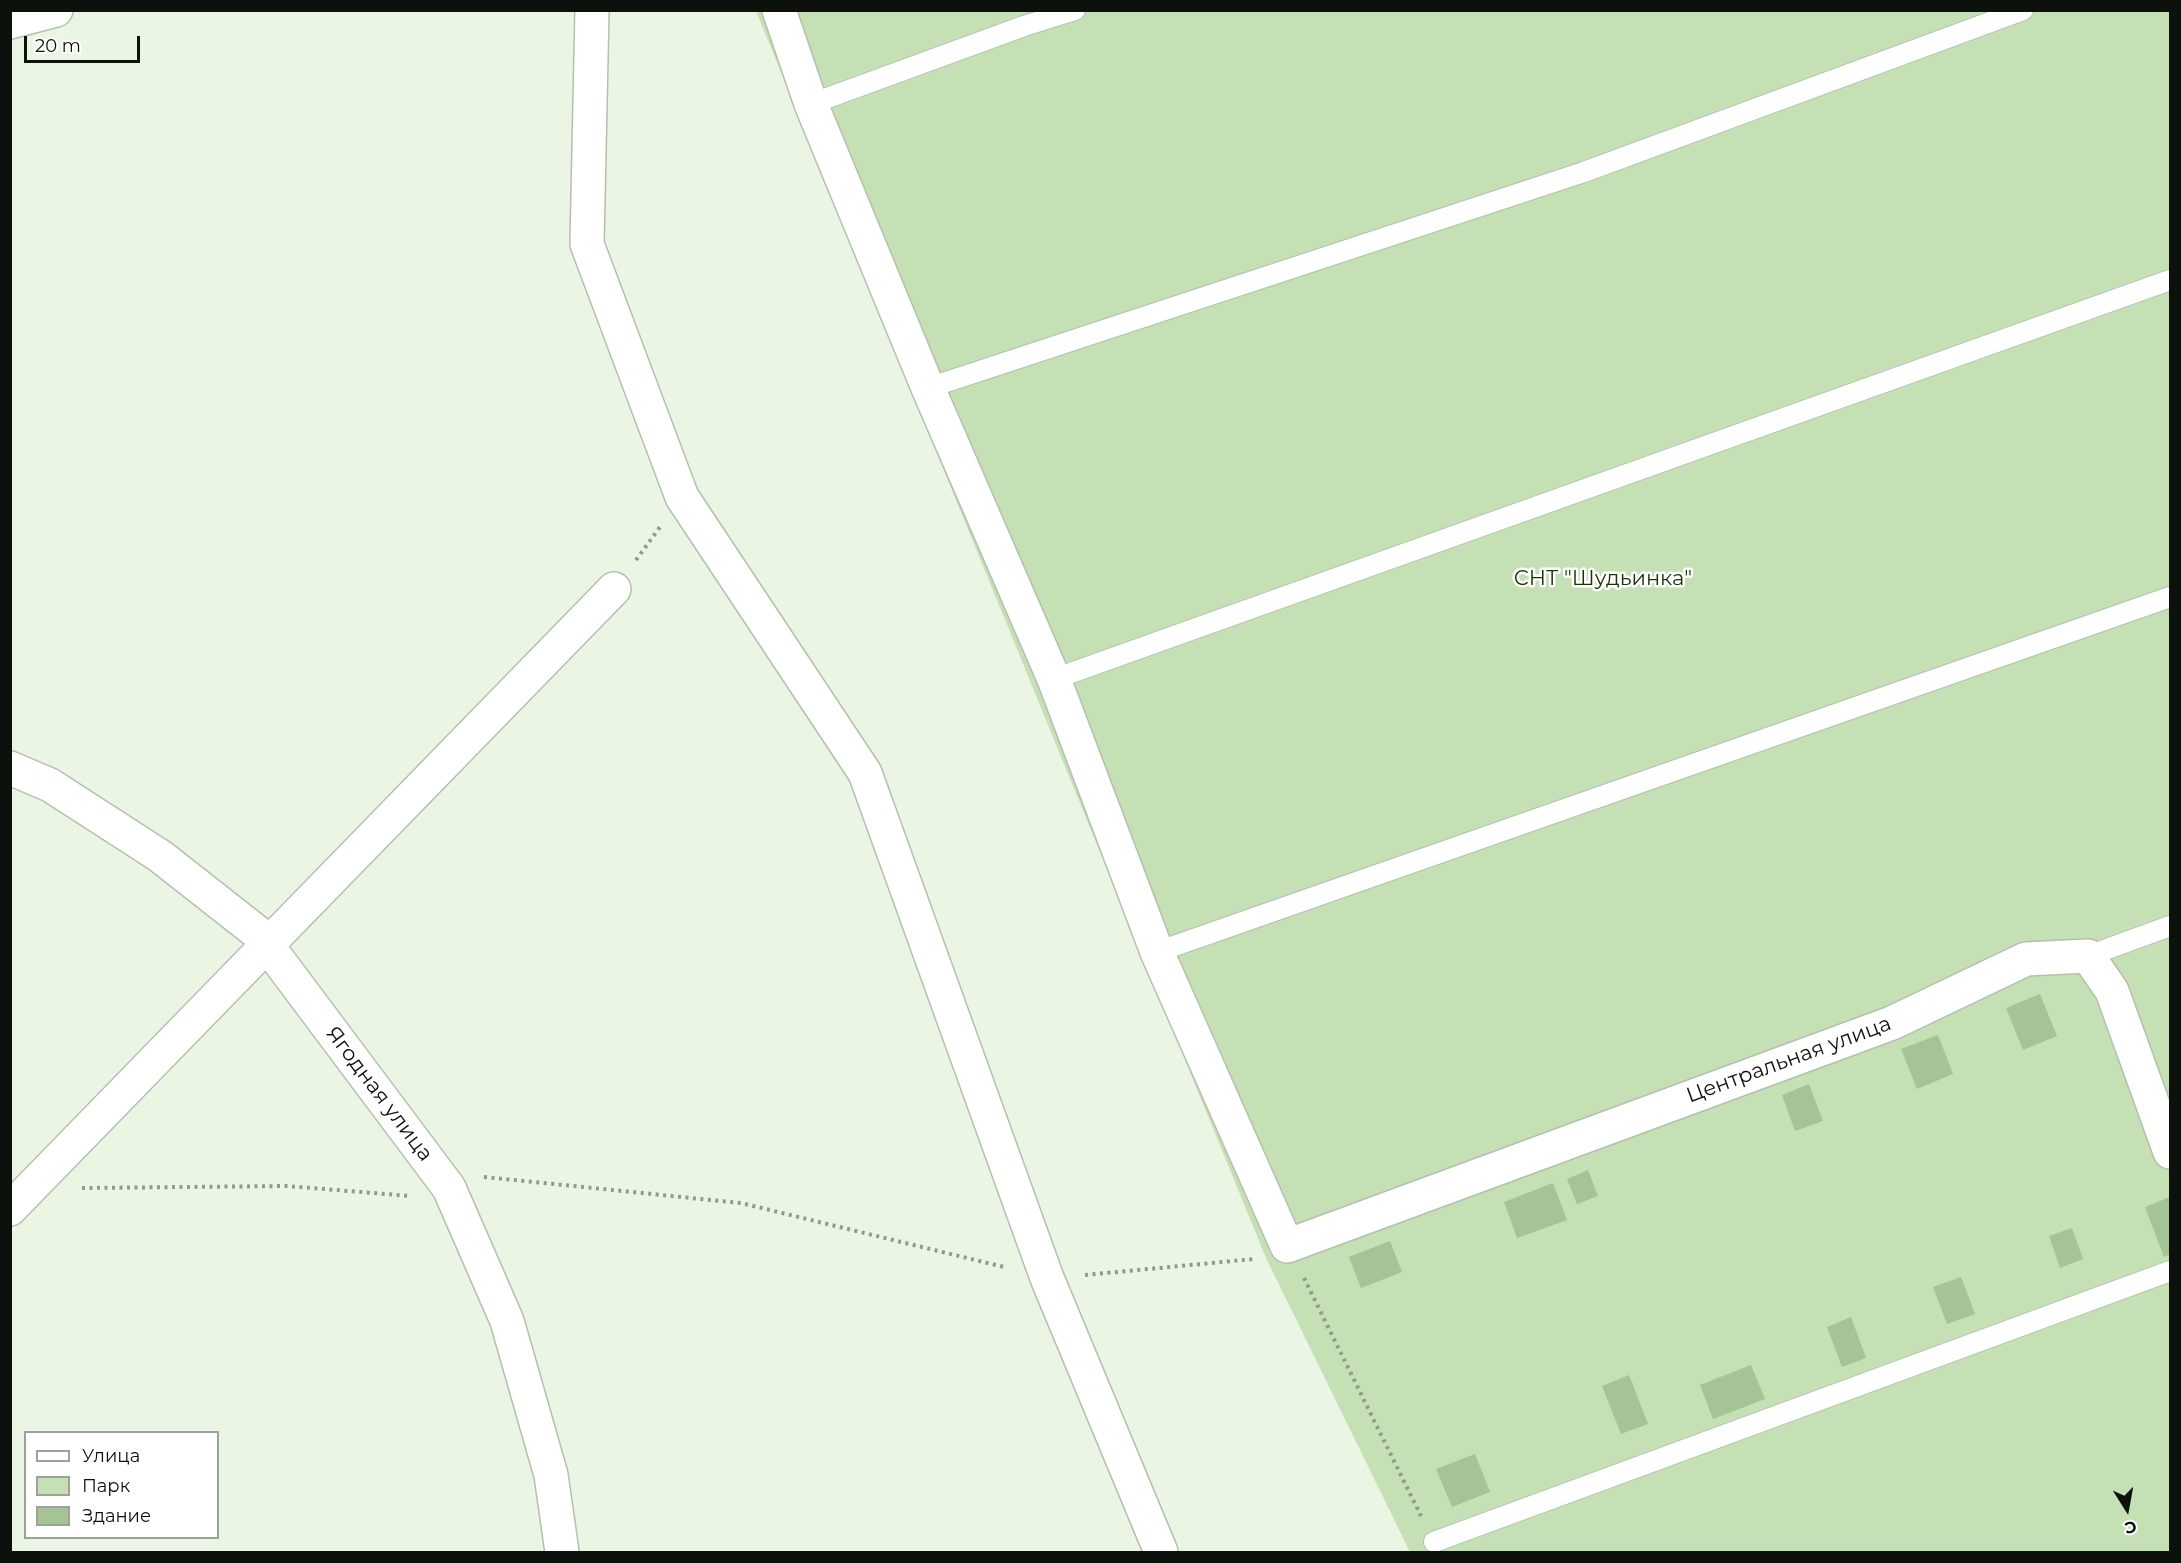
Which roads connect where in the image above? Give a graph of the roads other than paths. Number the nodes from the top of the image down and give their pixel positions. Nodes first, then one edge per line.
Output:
1 (56, 10) edge
2 (592, 10) edge
3 (779, 10) edge
4 (1075, 10) edge
5 (2023, 10) edge
6 (10, 22) edge
7 (811, 104) junction
8 (2170, 280) edge
9 (928, 388) junction
10 (614, 589) road end
11 (2170, 597) edge
12 (1054, 679) junction
13 (10, 768) edge
14 (2170, 926) edge
15 (268, 945) junction
16 (1156, 952) junction
17 (2088, 956) junction
18 (2170, 1152) edge
19 (20, 1199) edge
20 (2170, 1271) edge
21 (1434, 1542) road end
22 (562, 1552) edge
23 (1161, 1552) edge

1 - 6 street
2 - 23 street
3 - 7 street
4 - 7 lane
5 - 9 lane
7 - 9 street
8 - 12 lane
9 - 12 street
10 - 15 street
11 - 16 lane
12 - 16 street
13 - 15 street, Ягодная улица
14 - 17 lane
15 - 19 street
15 - 22 street, Ягодная улица
16 - 17 street, Центральная улица
17 - 18 street
20 - 21 lane

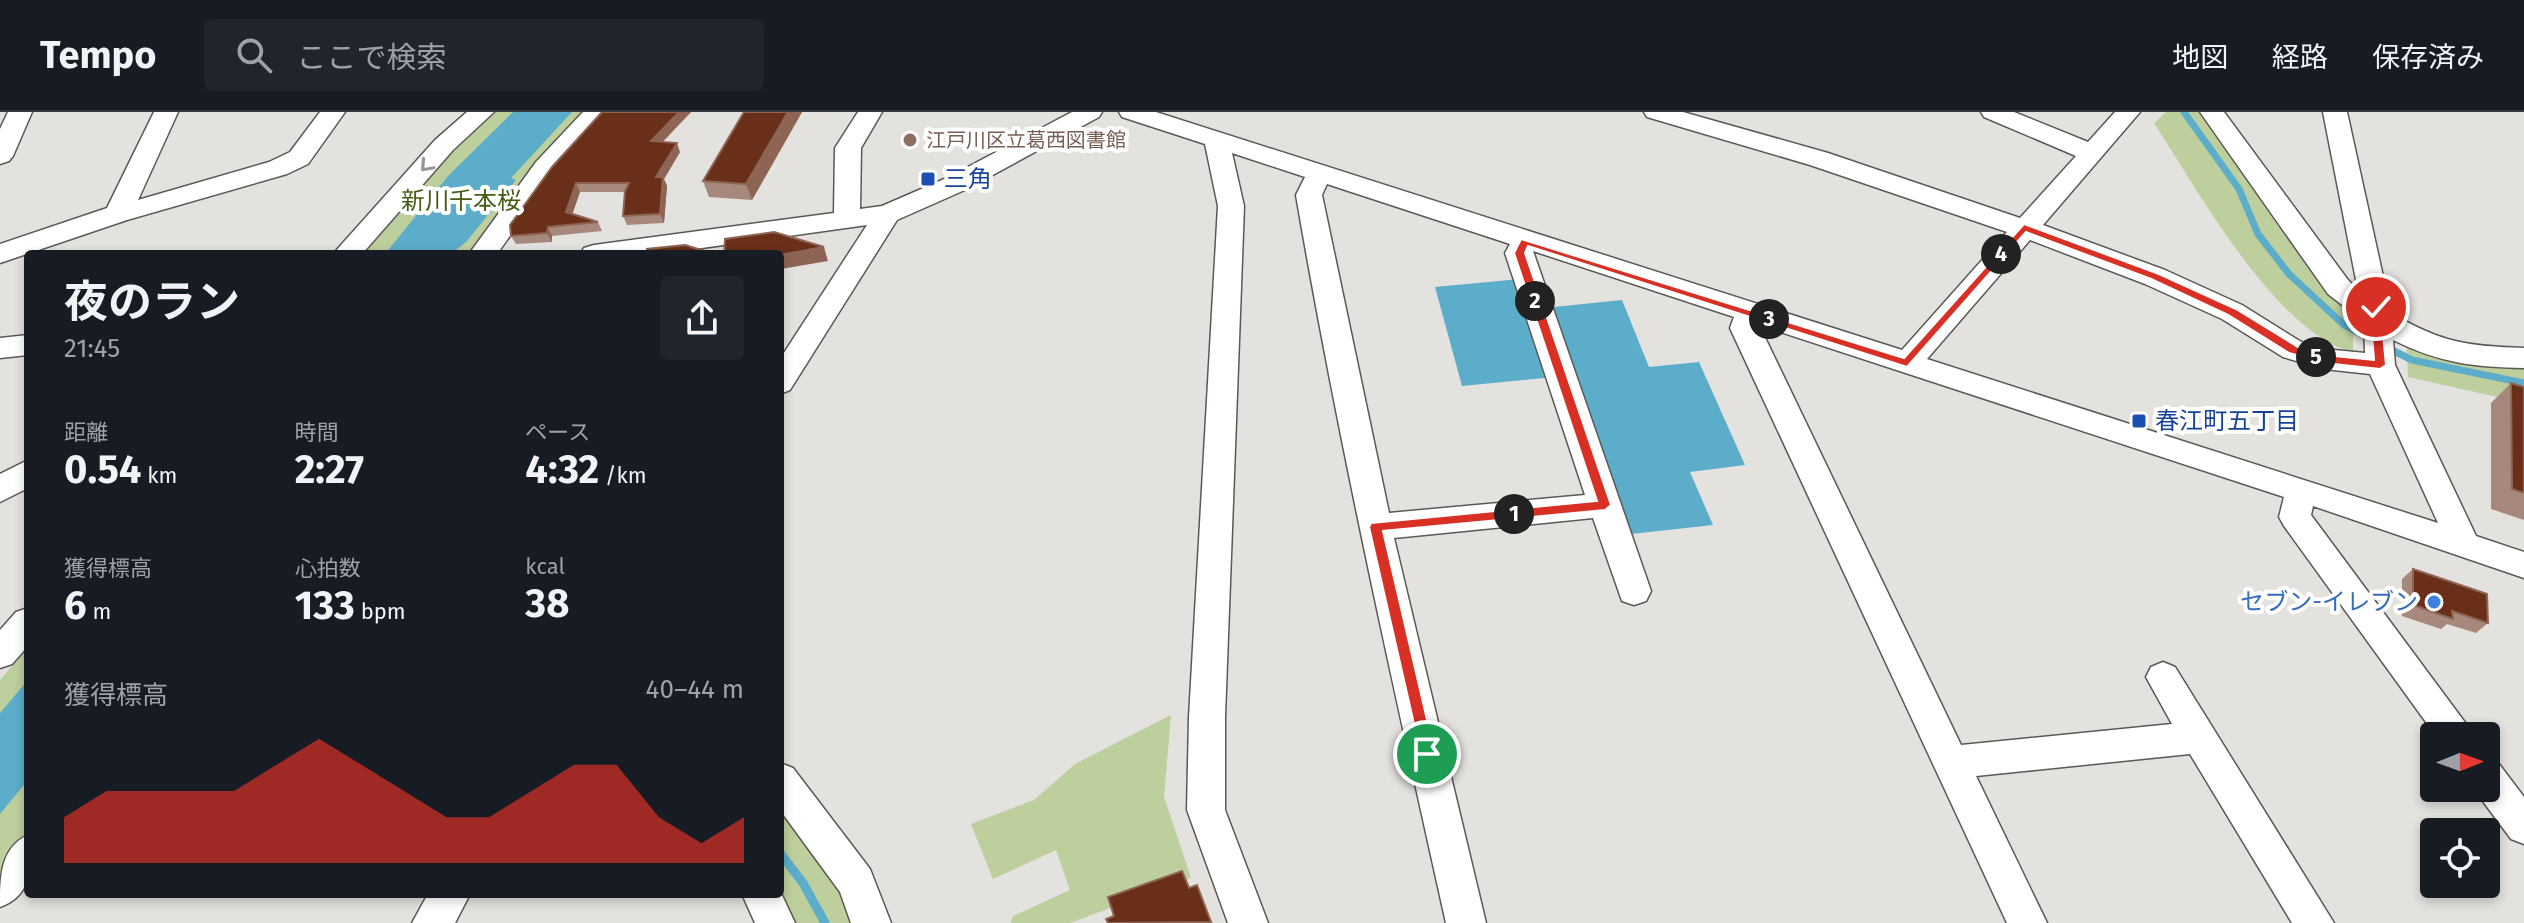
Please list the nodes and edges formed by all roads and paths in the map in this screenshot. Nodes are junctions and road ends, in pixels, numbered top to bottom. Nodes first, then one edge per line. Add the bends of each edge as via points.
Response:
1 (20, 112) edge
2 (37, 112) edge
3 (166, 112) edge
4 (333, 112) edge
5 (597, 112) edge
6 (870, 112) edge
7 (1090, 112) edge
8 (1131, 112) edge
9 (1656, 112) edge
10 (1993, 112) edge
11 (2128, 112) edge
12 (2212, 112) edge
13 (2335, 112) edge
14 (472, 114) edge
15 (0, 117) edge
16 (1217, 142) junction
17 (2091, 153) junction
18 (0, 156) edge
19 (1321, 175) junction
20 (118, 214) junction
21 (887, 214) junction
22 (847, 220) junction
23 (2024, 228) junction
24 (1525, 242) junction
25 (351, 250) edge
26 (486, 250) edge
27 (624, 250) edge
28 (0, 254) edge
29 (1749, 313) junction
30 (2378, 317) junction
31 (24, 345) edge
32 (0, 348) edge
33 (2524, 358) edge
34 (1907, 363) junction
35 (2380, 365) junction
36 (784, 377) edge
37 (24, 475) edge
38 (0, 490) edge
39 (2301, 490) junction
40 (1605, 505) junction
41 (1376, 527) junction
42 (2464, 545) junction
43 (2524, 565) edge
44 (1634, 591) dead end
45 (24, 627) edge
46 (0, 654) edge
47 (2163, 677) dead end
48 (2447, 722) edge
49 (2200, 737) junction
50 (1950, 762) junction
51 (784, 785) edge
52 (2500, 795) edge
53 (2524, 827) edge
54 (24, 858) edge
55 (0, 889) edge
56 (448, 898) edge
57 (763, 898) edge
58 (432, 923) edge
59 (775, 923) edge
60 (871, 923) edge
61 (1248, 923) edge
62 (1466, 923) edge
63 (2027, 923) edge
64 (2314, 923) edge

1 - 2 street
1 - 15 street
1 - 18 street
3 - 20 street
4 - 20 street via 299,158 278,168
5 - 26 street via 545,168
6 - 22 street via 848,148
7 - 21 street via 958,183
8 - 16 street
9 - 23 street via 1819,159
10 - 17 street
11 - 17 street
12 - 30 street via 2338,287
13 - 30 street
14 -> 25 street
16 - 19 street
16 - 61 street via 1231,206 1206,810
17 - 23 street
19 - 24 street
19 - 41 street via 1309,195
20 - 28 street
21 - 22 street
21 - 36 street
22 - 27 street
23 - 34 street
23 - 35 street via 2155,277 2232,312 2293,350
24 - 29 street
24 - 40 street via 1519,253
29 - 34 street
29 - 50 street via 1744,328
30 - 33 street via 2408,336 2464,356
30 - 35 street
31 - 32 street
34 - 39 street
35 - 42 street
37 - 38 street
39 - 42 street
39 - 48 street via 2295,517
40 - 41 street
40 - 44 street
41 - 62 street
42 - 43 street
45 - 46 street
47 - 49 street
49 - 50 street
49 - 64 street
50 - 63 street
51 - 60 street via 856,882
52 - 53 street
54 - 55 street
56 - 58 street
57 - 59 street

====

→ INSTRUCTIONS TO FOLLOW
Could you output the lines above exactly, with no pictures included?

→ ANSWER TO THIS TASK
Which roads connect where in the image above? Give a graph of the roads other than paths. Number the nodes from the top of the image down and give their pixel positions. Nodes first, then one edge per line.
Output:
1 (56, 10) edge
2 (592, 10) edge
3 (779, 10) edge
4 (1075, 10) edge
5 (2023, 10) edge
6 (10, 22) edge
7 (811, 104) junction
8 (2170, 280) edge
9 (928, 388) junction
10 (614, 589) road end
11 (2170, 597) edge
12 (1054, 679) junction
13 (10, 768) edge
14 (2170, 926) edge
15 (268, 945) junction
16 (1156, 952) junction
17 (2088, 956) junction
18 (2170, 1152) edge
19 (20, 1199) edge
20 (2170, 1271) edge
21 (1434, 1542) road end
22 (562, 1552) edge
23 (1161, 1552) edge

1 - 6 street
2 - 23 street
3 - 7 street
4 - 7 lane
5 - 9 lane
7 - 9 street
8 - 12 lane
9 - 12 street
10 - 15 street
11 - 16 lane
12 - 16 street
13 - 15 street, Ягодная улица
14 - 17 lane
15 - 19 street
15 - 22 street, Ягодная улица
16 - 17 street, Центральная улица
17 - 18 street
20 - 21 lane

Please list the nodes and edges formed by all roads and paths in the map in this screenshot. Nodes are junctions and road ends, in pixels, numbered top to bottom. Nodes first, then one edge per line. Add the bends of each edge as via points.
Response:
1 (20, 112) edge
2 (37, 112) edge
3 (166, 112) edge
4 (333, 112) edge
5 (597, 112) edge
6 (870, 112) edge
7 (1090, 112) edge
8 (1131, 112) edge
9 (1656, 112) edge
10 (1993, 112) edge
11 (2128, 112) edge
12 (2212, 112) edge
13 (2335, 112) edge
14 (472, 114) edge
15 (0, 117) edge
16 (1217, 142) junction
17 (2091, 153) junction
18 (0, 156) edge
19 (1321, 175) junction
20 (118, 214) junction
21 (887, 214) junction
22 (847, 220) junction
23 (2024, 228) junction
24 (1525, 242) junction
25 (351, 250) edge
26 (486, 250) edge
27 (624, 250) edge
28 (0, 254) edge
29 (1749, 313) junction
30 (2378, 317) junction
31 (24, 345) edge
32 (0, 348) edge
33 (2524, 358) edge
34 (1907, 363) junction
35 (2380, 365) junction
36 (784, 377) edge
37 (24, 475) edge
38 (0, 490) edge
39 (2301, 490) junction
40 (1605, 505) junction
41 (1376, 527) junction
42 (2464, 545) junction
43 (2524, 565) edge
44 (1634, 591) dead end
45 (24, 627) edge
46 (0, 654) edge
47 (2163, 677) dead end
48 (2447, 722) edge
49 (2200, 737) junction
50 (1950, 762) junction
51 (784, 785) edge
52 (2500, 795) edge
53 (2524, 827) edge
54 (24, 858) edge
55 (0, 889) edge
56 (448, 898) edge
57 (763, 898) edge
58 (432, 923) edge
59 (775, 923) edge
60 (871, 923) edge
61 (1248, 923) edge
62 (1466, 923) edge
63 (2027, 923) edge
64 (2314, 923) edge

1 - 2 street
1 - 15 street
1 - 18 street
3 - 20 street
4 - 20 street via 299,158 278,168
5 - 26 street via 545,168
6 - 22 street via 848,148
7 - 21 street via 958,183
8 - 16 street
9 - 23 street via 1819,159
10 - 17 street
11 - 17 street
12 - 30 street via 2338,287
13 - 30 street
14 -> 25 street
16 - 19 street
16 - 61 street via 1231,206 1206,810
17 - 23 street
19 - 24 street
19 - 41 street via 1309,195
20 - 28 street
21 - 22 street
21 - 36 street
22 - 27 street
23 - 34 street
23 - 35 street via 2155,277 2232,312 2293,350
24 - 29 street
24 - 40 street via 1519,253
29 - 34 street
29 - 50 street via 1744,328
30 - 33 street via 2408,336 2464,356
30 - 35 street
31 - 32 street
34 - 39 street
35 - 42 street
37 - 38 street
39 - 42 street
39 - 48 street via 2295,517
40 - 41 street
40 - 44 street
41 - 62 street
42 - 43 street
45 - 46 street
47 - 49 street
49 - 50 street
49 - 64 street
50 - 63 street
51 - 60 street via 856,882
52 - 53 street
54 - 55 street
56 - 58 street
57 - 59 street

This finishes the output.